_WHAT THE TASK REQUIRES:_
Look through the entries that follow and count the lines with the word "main". The reply is that number alone.

_SUPPLIED RECORDS:_

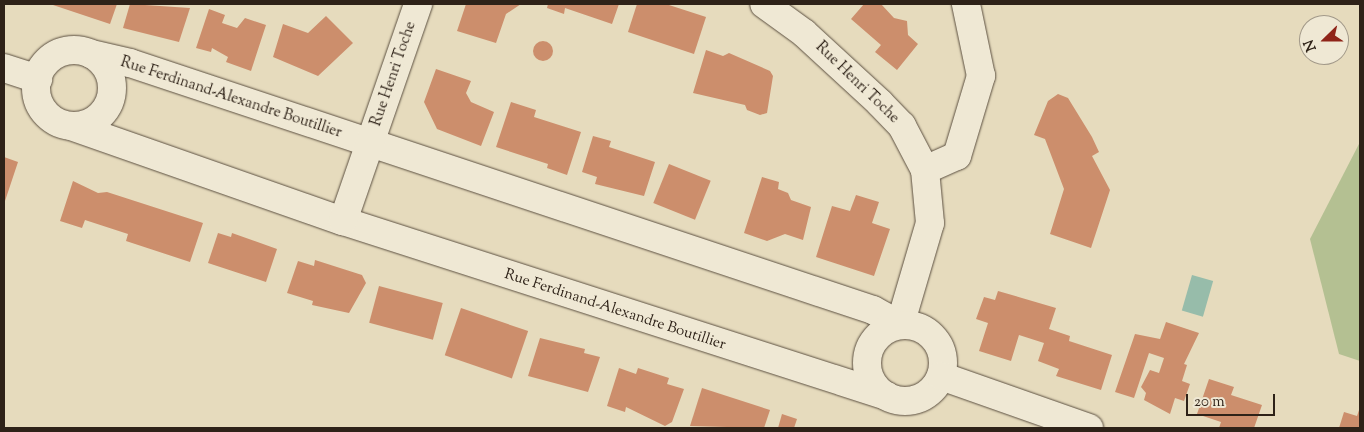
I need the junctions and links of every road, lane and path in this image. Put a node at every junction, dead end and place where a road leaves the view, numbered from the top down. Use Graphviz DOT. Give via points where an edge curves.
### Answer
graph roads {
  1 [pos="418,4"];
  2 [pos="764,4"];
  3 [pos="966,4"];
  4 [pos="91,54"];
  5 [pos="4,68"];
  6 [pos="38,79"];
  7 [pos="71,126"];
  8 [pos="370,144"];
  9 [pos="925,170"];
  10 [pos="343,221"];
  11 [pos="900,325"];
  12 [pos="940,376"];
  13 [pos="887,396"];
  14 [pos="1089,428"];
  1 -- 8 [label="street, Rue Henri Toche"];
  2 -- 9 [label="street, Rue Henri Toche" via="804,33 880,103 902,126"];
  3 -- 9 [label="street" via="981,76 957,156"];
  4 -- 6 [label="street" via="72,50 59,54 46,63"];
  4 -- 7 [label="street" via="109,73 111,98 96,119"];
  4 -- 8 [label="street, Rue Ferdinand-Alexandre Boutillier" via="130,63"];
  5 -- 6 [label="street"];
  6 -- 7 [label="street" via="37,96 44,110 56,121"];
  7 -- 10 [label="street, Rue Ferdinand-Alexandre Boutillier"];
  8 -- 10 [label="street"];
  8 -- 11 [label="street, Rue Ferdinand-Alexandre Boutillier" via="873,310"];
  9 -- 11 [label="street, Rue Henri Toche" via="930,223"];
  10 -- 13 [label="street, Rue Ferdinand-Alexandre Boutillier"];
  11 -- 12 [label="street" via="920,328 935,340 943,357"];
  11 -- 13 [label="street" via="881,334 868,354 871,378"];
  12 -- 13 [label="street" via="931,390 917,398"];
  12 -- 14 [label="street"];
}
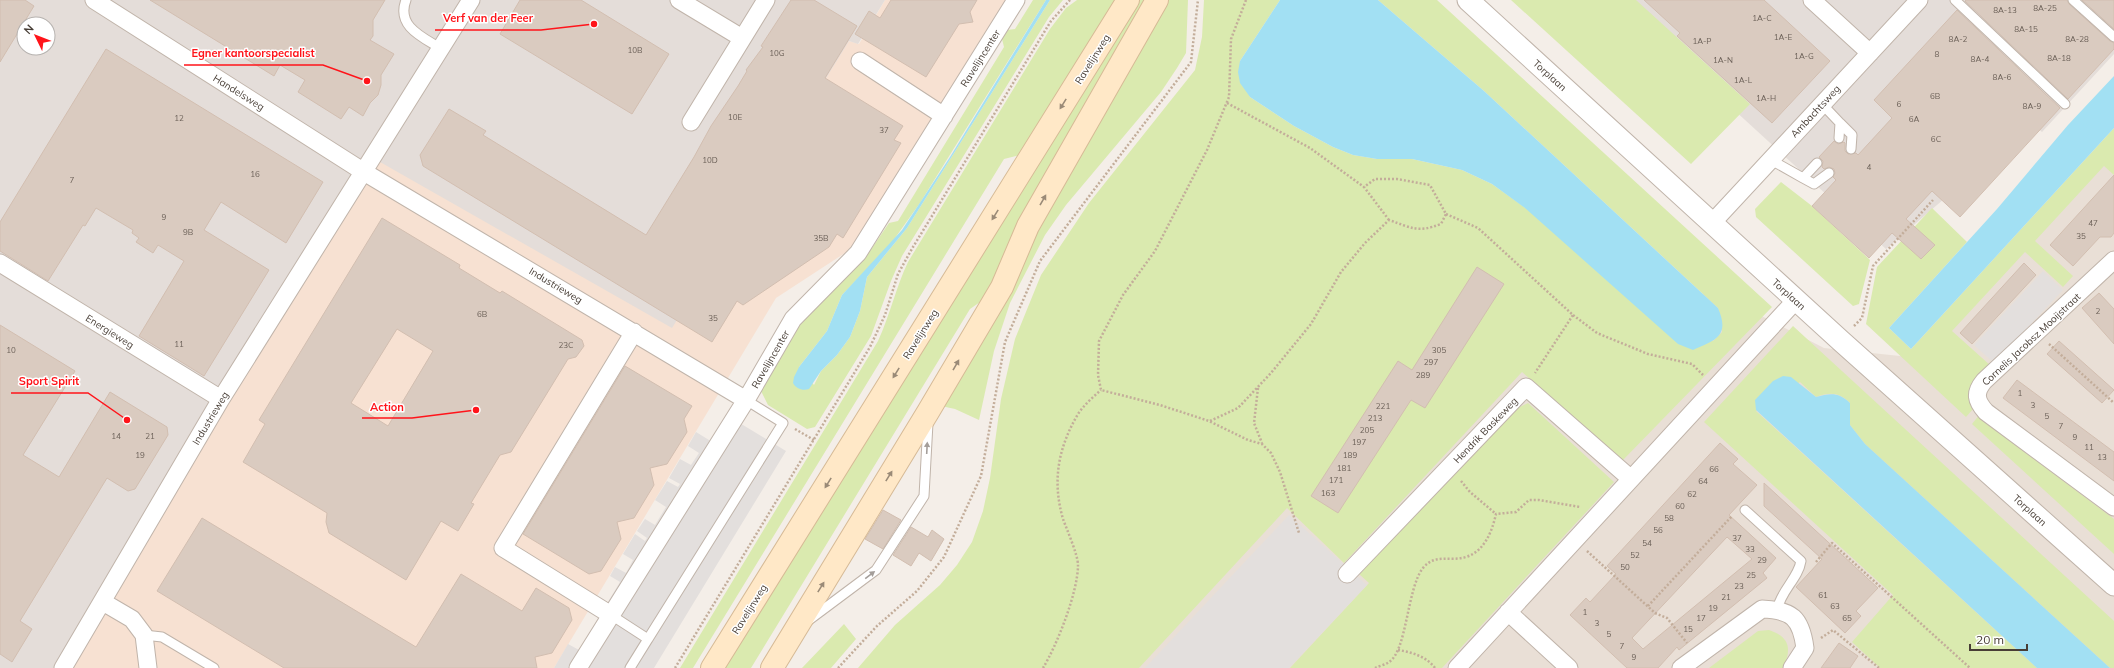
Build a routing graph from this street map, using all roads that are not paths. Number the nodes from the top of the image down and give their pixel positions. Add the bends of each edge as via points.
1 (94, 0) edge
2 (406, 0) edge
3 (471, 0) edge
4 (679, 0) edge
5 (766, 0) edge
6 (1016, 0) edge
7 (1128, 0) edge
8 (1157, 0) edge
9 (1468, 0) edge
10 (1812, 0) edge
11 (1919, 0) edge
12 (1955, 0) edge
13 (2073, 0) edge
14 (2114, 37) edge
15 (742, 38) junction
16 (440, 48) junction
17 (1870, 53) junction
18 (860, 61) dead end
19 (1822, 104) junction
20 (2065, 104) dead end
21 (944, 116) junction
22 (691, 122) dead end
23 (1840, 123) junction
24 (1839, 138) dead end
25 (1851, 149) dead end
26 (1770, 160) junction
27 (1817, 163) dead end
28 (364, 172) junction
29 (1829, 173) dead end
30 (1803, 178) junction
31 (1712, 223) junction
32 (0, 263) edge
33 (2113, 263) edge
34 (1796, 300) junction
35 (634, 332) junction
36 (221, 399) junction
37 (746, 400) junction
38 (928, 412) junction
39 (1631, 479) junction
40 (2114, 507) edge
41 (1745, 510) road end
42 (1347, 574) dead end
43 (2114, 585) edge
44 (103, 602) junction
45 (1777, 610) junction
46 (1508, 612) junction
47 (611, 615) junction
48 (794, 631) junction
49 (144, 635) junction
50 (648, 640) junction
51 (64, 668) edge
52 (148, 668) edge
53 (214, 668) edge
54 (578, 668) edge
55 (630, 668) edge
56 (712, 668) edge
57 (772, 668) edge
58 (1457, 668) edge
59 (1569, 668) edge
60 (1680, 668) edge
61 (1792, 668) edge

1 - 28 street, Handelsweg
2 - 16 lane via 403,8 405,23 415,33
3 - 16 street, Industrieweg
4 - 15 street
5 - 15 street
6 - 21 street, Ravelijncenter
7 -> 56 main road, Ravelijnweg
38 -> 8 main road via 1002,287 1028,226
9 - 31 street, Torplaan
10 - 17 street
11 - 17 street, Ambachtsweg
12 - 20 lane
13 - 14 lane
15 - 22 street
16 - 28 street, Industrieweg
17 - 19 street, Ambachtsweg
18 - 21 street
19 - 23 lane
19 - 26 street, Ambachtsweg
21 - 37 street, Ravelijncenter via 858,252 793,319
23 - 24 lane
23 - 25 lane via 1852,135
26 - 30 lane
26 - 31 street, Ambachtsweg
27 - 30 lane
28 - 35 street, Industrieweg
28 - 36 street, Industrieweg
29 - 30 lane via 1814,184
31 - 34 street, Torplaan
32 - 36 street, Energieweg
33 - 40 street, Cornelis Jacobsz Mooijstraat via 1984,381 1976,397 1986,412
34 - 39 street
34 - 43 street, Torplaan
35 - 37 street, Industrieweg
35 - 47 street via 503,548
36 - 44 street, Industrieweg
37 - 47 street, Ravelijncenter
37 - 50 lane via 783,423
48 -> 38 main road
48 -> 38 lane via 876,570 924,496
39 - 42 street, Hendrik Baskeweg via 1526,387
39 - 46 street
41 - 45 lane via 1801,561 1799,571 1783,594
44 - 49 street via 132,620
44 - 51 street, Industrieweg
45 - 60 street via 1762,609
45 - 61 street via 1794,616 1803,632 1805,648
46 - 58 street
46 - 59 street
47 - 50 lane
47 - 54 street, Ravelijncenter
48 - 57 main road
49 - 52 street
49 - 53 lane via 162,637
50 - 55 lane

_EXPECTED ANSWER:_
4